Attributes related to clusters running on Amazon Web Services. If not specified at cluster creation, a set of default values will be used.

TYPE: ClusterAwsAttributes | None | VariableType DEFAULT: None

azure_attributes

Attributes related to clusters running on Microsoft Azure. If not specified at cluster creation, a set of default values will be used.

TYPE: ClusterAzureAttributes | None | VariableType DEFAULT: None

cluster_log_conf

The configuration for delivering spark logs to a long-term storage destination. Three kinds of destinations (DBFS, S3 and Unity Catalog volumes) are supported. Only one destination can be specified for one cluster. If the conf is given, the logs will be delivered to the destination every 5 mins. The destination of driver logs is $destination/$clusterId/driver, while the destination of executor logs is $destination/$clusterId/executor.

TYPE: ClusterClusterLogConf | None | VariableType DEFAULT: None

cluster_mount_info

TYPE: list[ClusterClusterMountInfo] | None | VariableType DEFAULT: None

cluster_name

Cluster name, which doesn't have to be unique.

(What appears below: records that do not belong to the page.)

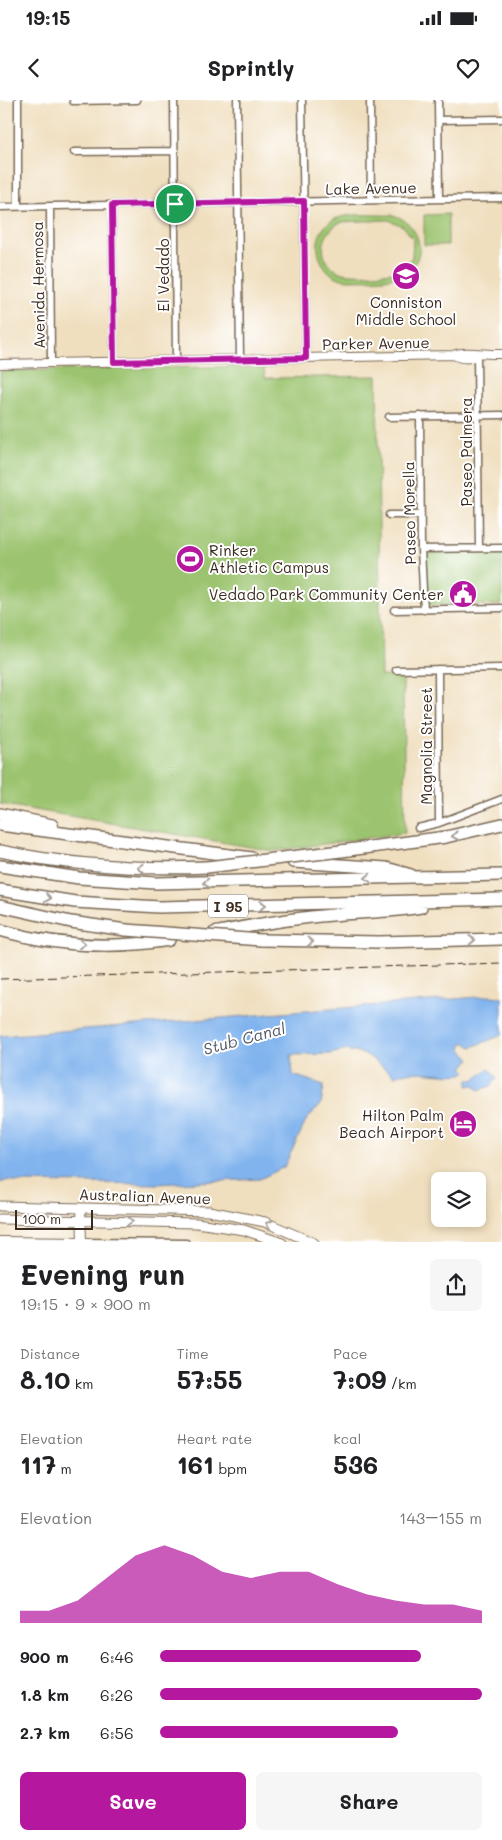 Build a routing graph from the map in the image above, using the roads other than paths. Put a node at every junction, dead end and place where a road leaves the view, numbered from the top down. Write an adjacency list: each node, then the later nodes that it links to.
1 (18, 100): 21 (street)
2 (137, 100): 8 (street)
3 (174, 100): 11 (street, El Vedado)
4 (237, 100): 17 (street)
5 (302, 100): 16 (street)
6 (370, 100): 15 (street)
7 (438, 100): 10 (street)
8 (73, 101)
9 (502, 119): 10 (street)
10 (438, 120): 14 (street)
11 (175, 151): 12 (street); 18 (street, El Vedado)
12 (74, 152)
13 (502, 198): 14 (street, Lake Avenue)
14 (439, 199): 15 (street, Lake Avenue)
15 (371, 200): 16 (street, Lake Avenue)
16 (304, 201): 17 (street, Lake Avenue); 25 (street)
17 (238, 202): 18 (street, Lake Avenue); 26 (street)
18 (175, 204): 19 (street, Lake Avenue); 27 (street, El Vedado)
19 (112, 205): 22 (street, Lake Avenue); 28 (street)
20 (0, 206): 21 (street, Lake Avenue)
21 (18, 206): 22 (street, Lake Avenue)
22 (50, 206): 29 (street, Avenida Hermosa)
23 (502, 354): 24 (street, Parker Avenue)
24 (478, 355): 25 (street, Parker Avenue); 31 (street, Paseo Palmera)
25 (306, 358): 26 (street, Parker Avenue)
26 (240, 360): 27 (street, Parker Avenue)
27 (176, 361): 28 (street, Parker Avenue)
28 (114, 362): 29 (street, Parker Avenue)
29 (51, 363): 30 (street, Parker Avenue)
30 (0, 364)
31 (478, 415): 32 (street); 33 (street); 37 (street, Paseo Palmera)
32 (502, 415)
33 (420, 416): 34 (street); 36 (street, Paseo Morella)
34 (388, 417)
35 (390, 515): 36 (street)
36 (421, 515): 39 (street, Paseo Morella)
37 (479, 548): 38 (street); 39 (street)
38 (502, 548)
39 (421, 549): 42 (street, Paseo Morella)
40 (502, 608): 42 (street)
41 (394, 610): 42 (street)
42 (424, 610)
43 (502, 668): 44 (street)
44 (438, 669): 45 (street); 48 (street, Magnolia Street)
45 (396, 670)
46 (502, 799): 48 (street)
47 (0, 814): 52 (highway)
48 (439, 823): 51 (street)
49 (502, 824): 53 (highway, one-way to 53, bridge)
50 (0, 825): 52 (highway)
51 (418, 828)
52 (115, 840): 54 (highway)
53 (0, 851)
54 (252, 858)
55 (293, 862): 58 (highway)
56 (0, 866): 58 (highway, I 95, one-way to 56)
57 (502, 875): 58 (highway, I 95)
58 (417, 877)
59 (0, 890): 61 (highway, I 95, one-way to 61)
60 (502, 899): 61 (highway, I 95)
61 (457, 900): 64 (highway)
62 (0, 906): 65 (highway, one-way to 65, bridge)
63 (0, 930): 66 (highway, one-way to 66)
64 (214, 933)
65 (502, 939)
66 (169, 940)
67 (0, 1206): 68 (main road, Australian Avenue)
68 (81, 1208): 70 (street); 75 (main road, Australian Avenue, one-way to 68)
69 (0, 1220): 70 (main road, Australian Avenue)
70 (82, 1221): 72 (street); 74 (main road, Australian Avenue, one-way to 74)
71 (0, 1241): 72 (street)
72 (82, 1242): 73 (street)
73 (186, 1242)
74 (282, 1242)
75 (314, 1242)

TYPE: str | None | VariableType DEFAULT: None

custom_tags

Additional tags for cluster resources. Databricks will tag all cluster resources (e.g., AWS instances and EBS volumes) with these tags in addition to default_tags. Notes:

TYPE: dict[str, str] | None | VariableType DEFAULT: None

data_security_mode

TYPE: str | None | VariableType DEFAULT: None

docker_image

Custom docker image BYOC

TYPE: ClusterDockerImage | None | VariableType DEFAULT: None

driver_instance_pool_id

The optional ID of the instance pool for the driver of the cluster belongs. The pool cluster uses the instance pool with id (instance_pool_id) if the driver pool is not assigned.

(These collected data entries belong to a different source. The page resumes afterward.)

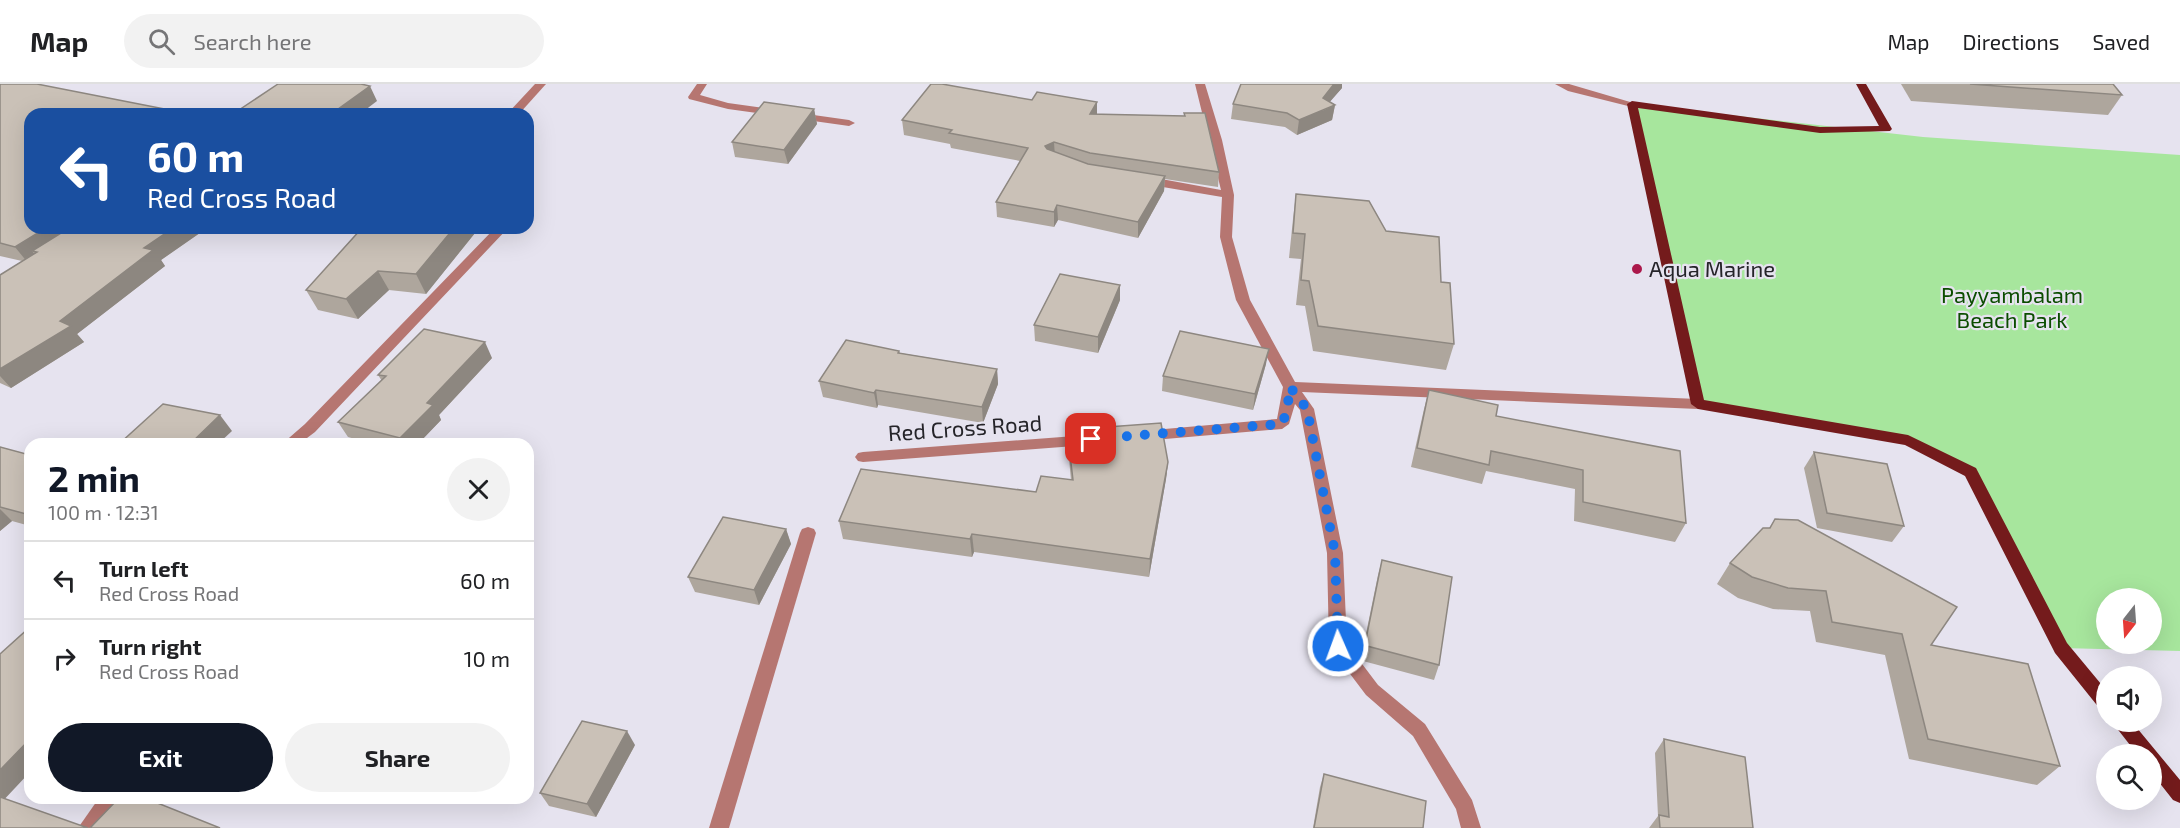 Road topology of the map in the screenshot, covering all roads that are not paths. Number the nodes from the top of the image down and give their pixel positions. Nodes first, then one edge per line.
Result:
1 (542, 84) edge
2 (702, 84) edge
3 (1200, 84) edge
4 (1560, 84) edge
5 (1861, 84) edge
6 (1632, 104) junction
7 (519, 108) edge
8 (849, 123) dead end
9 (1131, 178) edge
10 (1228, 195) junction
11 (496, 234) edge
12 (1290, 387) junction
13 (1698, 404) junction
14 (310, 428) junction
15 (1122, 437) edge
16 (297, 438) edge
17 (312, 438) edge
18 (1098, 439) edge
19 (863, 457) dead end
20 (808, 533) dead end
21 (2096, 691) edge
22 (2129, 732) edge
23 (2140, 744) edge
24 (2162, 772) edge
25 (2180, 794) edge
26 (106, 804) edge
27 (88, 828) edge
28 (719, 828) edge
29 (1471, 828) edge

1 - 7 street
2 - 8 street
3 - 10 street
4 - 6 street
5 - 6 main road
6 - 13 main road
9 - 10 street
10 - 12 street
11 - 14 street
12 - 13 street
12 - 15 street
12 - 29 street
13 - 21 main road
14 - 16 street
14 - 17 street
18 - 19 street, Red Cross Road
20 - 28 street
22 - 23 main road
24 - 25 main road
26 - 27 street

TYPE: str | None | VariableType DEFAULT: None

driver_node_type_flexibility

Flexible node type configuration for the driver node.

TYPE: ClusterDriverNodeTypeFlexibility | None | VariableType DEFAULT: None

driver_node_type_id

The node type of the Spark driver. Note that this field is optional; if unset, the driver node type will be set as the same value as node_type_id defined above.

TYPE: str | None | VariableType DEFAULT: None

enable_elastic_disk

Autoscaling Local Storage: when enabled, this cluster will dynamically acquire additional disk space when its Spark workers are running low on disk space.

TYPE: bool | None | VariableType DEFAULT: None

enable_local_disk_encryption

Whether to enable LUKS on cluster VMs' local disks

TYPE: bool | None | VariableType DEFAULT: None

gcp_attributes

Attributes related to clusters running on Google Cloud Platform. If not specified at cluster creation, a set of default values will be used.

TYPE: ClusterGcpAttributes | None | VariableType DEFAULT: None

idempotency_token

TYPE: str | None | VariableType DEFAULT: None

init_scripts

The configuration for storing init scripts. Any number of destinations can be specified. The scripts are executed sequentially in the order provided. If cluster_log_conf is specified, init script logs are sent to <destination>/<cluster-ID>/init_scripts.

TYPE: list[ClusterInitScripts] | None | VariableType DEFAULT: None

instance_pool_id

The optional ID of the instance pool to which the cluster belongs.

TYPE: str | None | VariableType DEFAULT: None

is_pinned

TYPE: bool | None | VariableType DEFAULT: None

is_single_node

This field can only be used when kind = CLASSIC_PREVIEW.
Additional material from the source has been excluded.